In 2002, the Supreme Court ruled that random testing of student athletes and others in competitive extracurricular activities did not violate the students' privacy rights, the Bush administration has made testing middle- and high-school students a priority. In the 2005-06 school year, 373 public secondary schools got federal money for testing, up from 79 schools two years ago. And Bush has asked Congress to further increase the amount for drug testing, up to $15 million dollars in 2007. Some schools just test those involved in athletics, or school clubs. Others, such as the Nettle Creek School District in Indiana, want to randomly test all students.

Is any of this causing teenagers to uses less drugs? The results are confidential, and it seems like a lot of money to spend for something that no one knows if it works at all. Besides, even if teenagers are using less drugs during school hours, testing kids, and then "failing" those who test positive, is a pretty dumb way to get kids to engage in less risky behavior.

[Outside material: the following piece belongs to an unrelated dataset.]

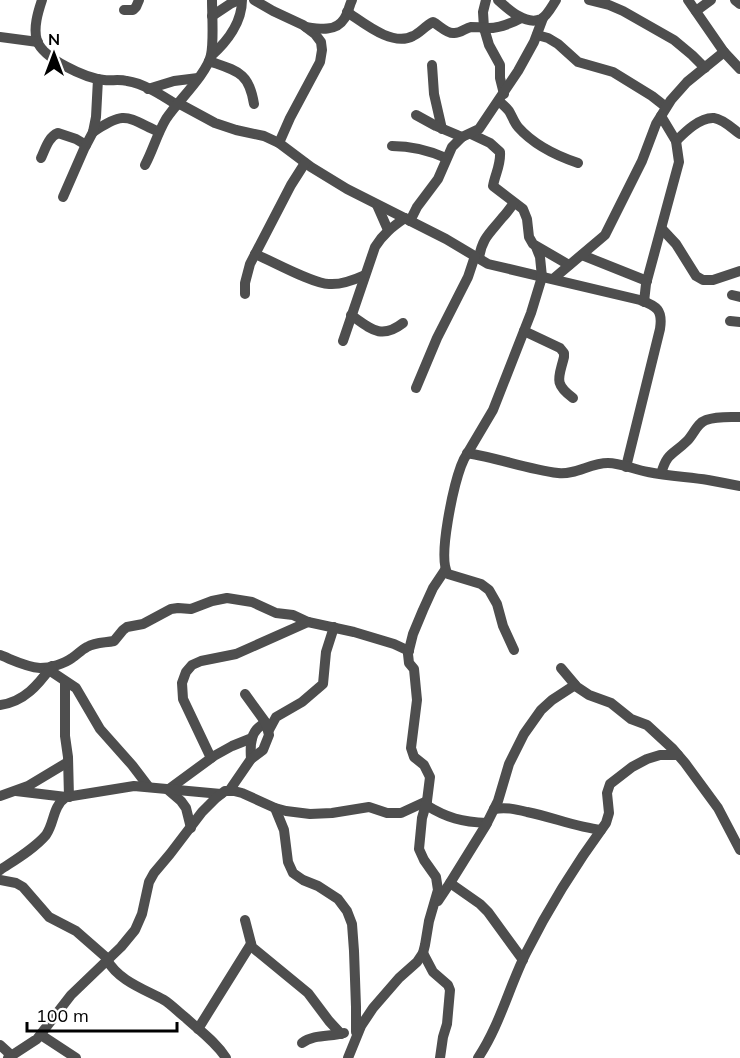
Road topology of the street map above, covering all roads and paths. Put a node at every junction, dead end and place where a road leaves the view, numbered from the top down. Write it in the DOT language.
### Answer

Risky behavior, according to the New York Times and the Department of Homeland Security, includes such things as going to the petting zoo in Woodland, Alabama and attending the Apple and Pork Festival in Clinton, Illinois. I could see how anything with the words Clinton and Pork in it could get some people riled up, but the petting zoo seems rather tame and the Mule Day Parade in Tennessee looks very charming. I guess I'm confused by the logic. If the Times leaking the story that the Feds are collecting bank records could get the Bush administration all up in arms that we're giving something away to terrorists, wouldn't leaking the location of the Apple and Pork Festival be just as harmful, if not more so? The stories, point, of course, is that the list needs to be updated and that, based on the current target list, those red and amber alerts mean as little as you suspected they did. Still, I think the real problem is that the Mule Day Parade could get a lot more crowded this coming year. After all, who wouldn't drive a ways for a chance to look at a genuine terrorist target? Perhaps they can institute random drug testing at the entrance to keep us all safe.

Digg!

Rachel Neumann is Rights & Liberties Editor at AlterNet.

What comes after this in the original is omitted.